Cooperation After the Algorithm: Designing Human-AI Coexistence Beyond the Illusion of Collaboration
It addresses governance challenges for high-stakes domains like research and law, offering a theoretical and practical approach to improve human-AI coexistence, though it is incremental in building on existing institutional and cooperation theories.
The paper tackles the problem of structural asymmetry in human-AI interactions, where AI systems lack responsibility and liability, leading to real-world failures, and proposes a formal model and design principles to enable stable, accountable cooperation, resulting in a framework with six principles and three policy tools.
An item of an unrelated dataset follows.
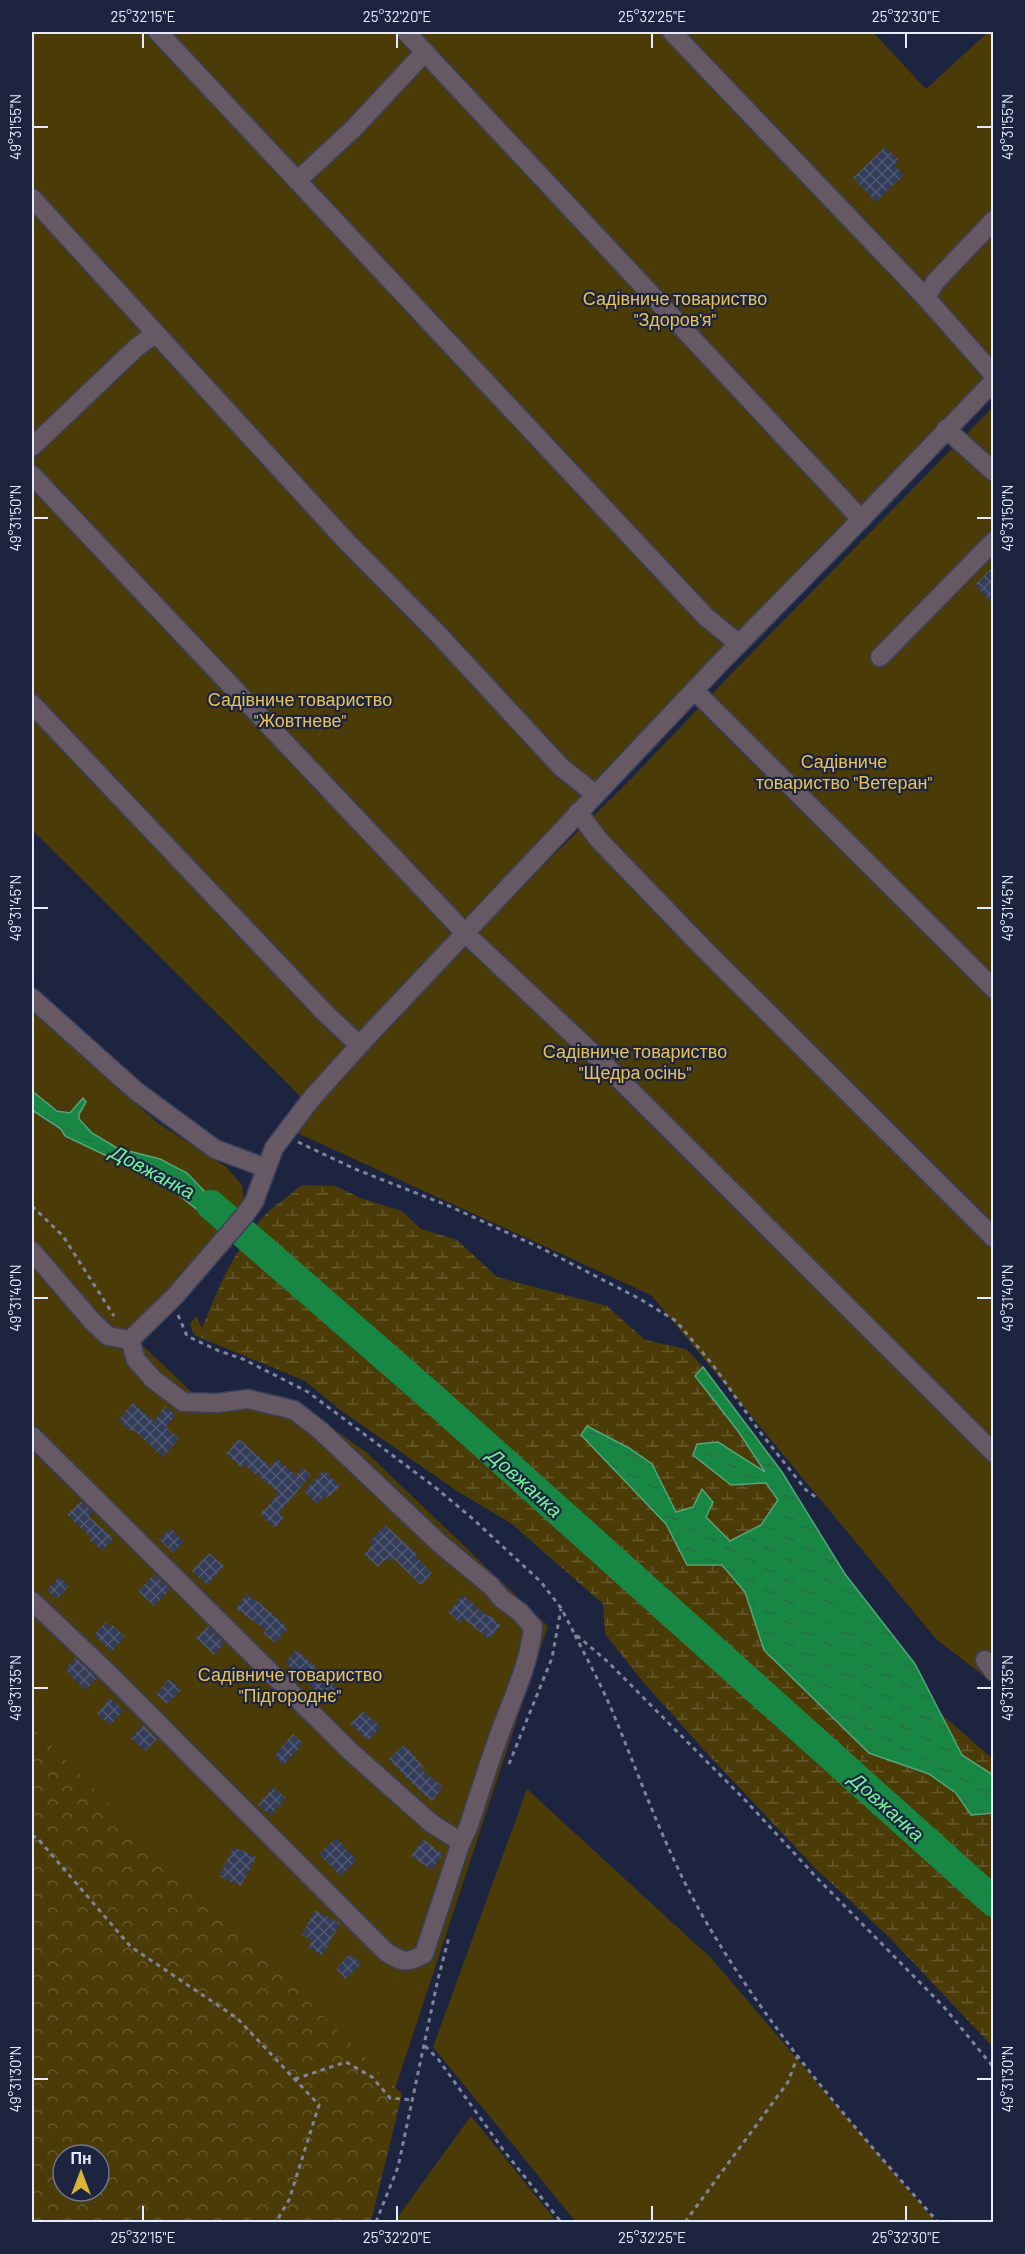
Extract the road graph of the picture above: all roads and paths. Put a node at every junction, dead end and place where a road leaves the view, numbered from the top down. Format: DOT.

Generative artificial intelligence systems increasingly participate in research, law, education, media, and governance. Their fluent and adaptive outputs create an experience of collaboration. However, these systems do not bear responsibility, incur liability, or share stakes in downstream consequences. This structural asymmetry has already produced sanctions, professional errors, and governance failures in high-stakes contexts We argue that stable human-AI coexistence is an institutional achievement that depends on governance infrastructure capable of distributing residual risk. Drawing on institutional analysis and evolutionary cooperation theory, we introduce a formal inequality that specifies when reliance on AI yields positive expected cooperative value. The model makes explicit how governance conditions, system policy, and accountability regimes jointly determine whether cooperation is rational or structurally defective. From this formalization we derive a cooperation ecology framework with six design principles: reciprocity contracts, visible trust infrastructure, conditional cooperation modes, defection-mitigation mechanisms, narrative literacy against authority theatre, and an Earth-first sustainability constraint. We operationalize the framework through three policy artefacts: a Human-AI Cooperation Charter, a Defection Risk Register, and a Cooperation Readiness Audit. Together, these elements shift the unit of analysis from the user-AI dyad to the institutional environment that shapes incentives, signals, accountability, and repair. The paper provides a theoretical foundation and practical toolkit for designing human-AI systems that can sustain accountable, trustworthy cooperation over time.